Large Numbers of Kids Say School Is ‘Too Easy’

Published July 24, 2012

Between 30 and 40 percent of students in every grade level say school is “too easy,” according to a report from the Center for American Progress. The report examined student surveys collected by the National Association for Educational Progress, a widely trusted nationwide test conducted every year.

“There’s a popular perception that students are overworked and underplayed, that they are taking home 40 pound backpacks full of schoolwork, but our overall analysis found just the opposite,” said Ulrich Boser, a CAP senior fellow and report coauthor. “The large majority of students are not being challenged in school.”

Underworked and Overplayed
More than half of the nation’s eighth-grade history and civics students say their work is “often or always too easy,” according to the report. Twelfth-grade students sang the same tune, with 56 and 55 percent, respectively, saying their civics and history work is “often” or “always” too easy.

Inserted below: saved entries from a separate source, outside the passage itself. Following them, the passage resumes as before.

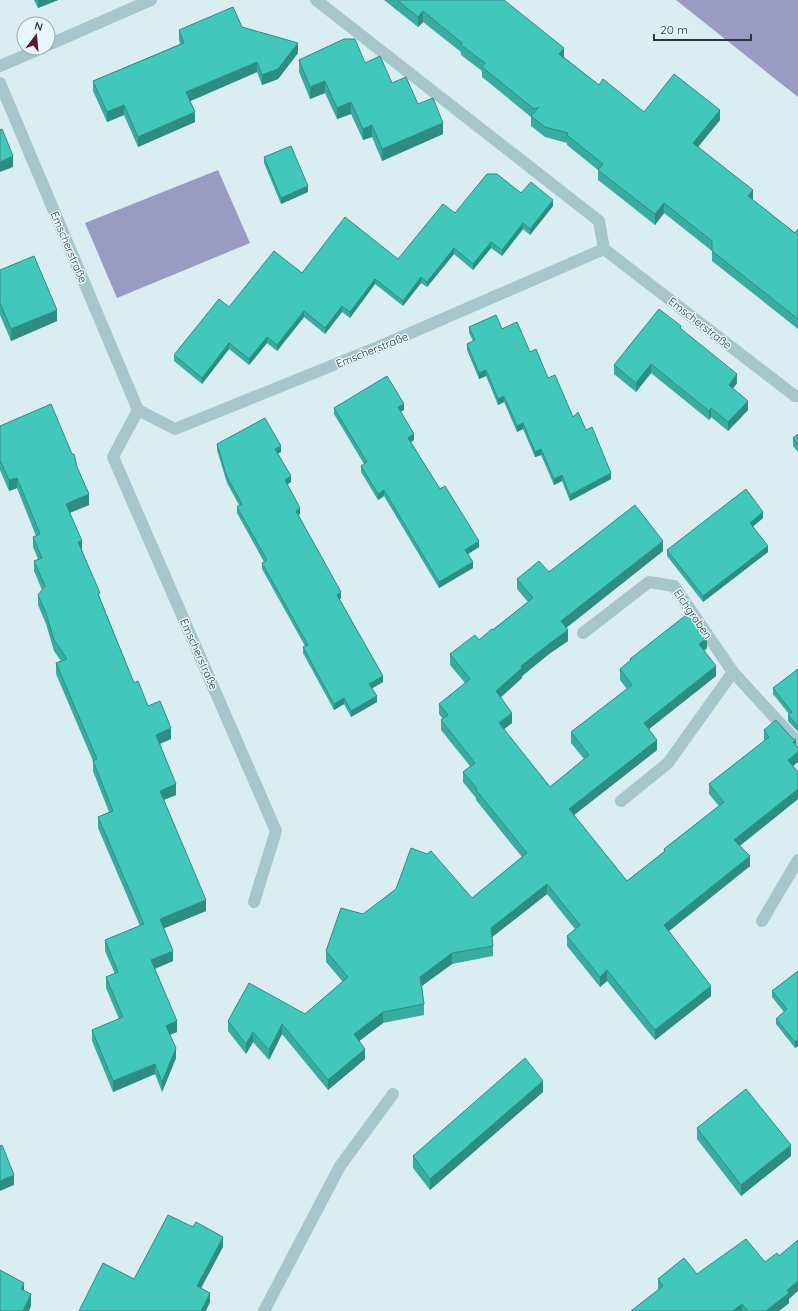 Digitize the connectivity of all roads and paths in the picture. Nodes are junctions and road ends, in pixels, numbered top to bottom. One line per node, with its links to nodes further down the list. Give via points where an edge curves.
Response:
1 (151, 0): 3 (street)
2 (316, 0): 7 (street, via 599,221)
3 (56, 42)
4 (23, 56): 5 (street)
5 (0, 66)
6 (0, 83): 9 (street, Emscherstraße)
7 (604, 249): 8 (street, Emscherstraße); 9 (street, Emscherstraße, via 384,345 175,429)
8 (796, 396)
9 (138, 410): 15 (street, Emscherstraße, via 113,456 276,831)
10 (583, 634): 11 (street, Elchgraben, via 649,582 674,586)
11 (733, 672): 12 (street, Elchgraben); 13 (street, via 668,763)
12 (798, 743)
13 (621, 801)
14 (798, 860): 16 (street)
15 (254, 902)
16 (762, 921)
17 (393, 1094): 18 (street, via 340,1166)
18 (264, 1311)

Almost a third of the eighth-grade students reported reading fewer than five pages a day either in school or for homework, below what many experts recommend for students in middle school.

Thirty-nine percent of 12th-grade students say they rarely write about what they read in class.

“There’s been a gradual diminishing of outside reading and homework because teachers increasingly found that students were coming to class without having done it,” said Sandra Stotsky, professor of Education Reform at the University of Arkansas.

According to the study, 37 percent of fourth-graders, 29 percent of eighth-graders, and 21 percent of twelfth-graders say their math work is often or always too easy.

“Our expectations in mathematics and science are a year or two behind the higher-achieving countries around the world,” said Ze’ev Wurman, a former senior policy adviser for the U.S. Department of Education. “Schools have been dumbed down over the years.”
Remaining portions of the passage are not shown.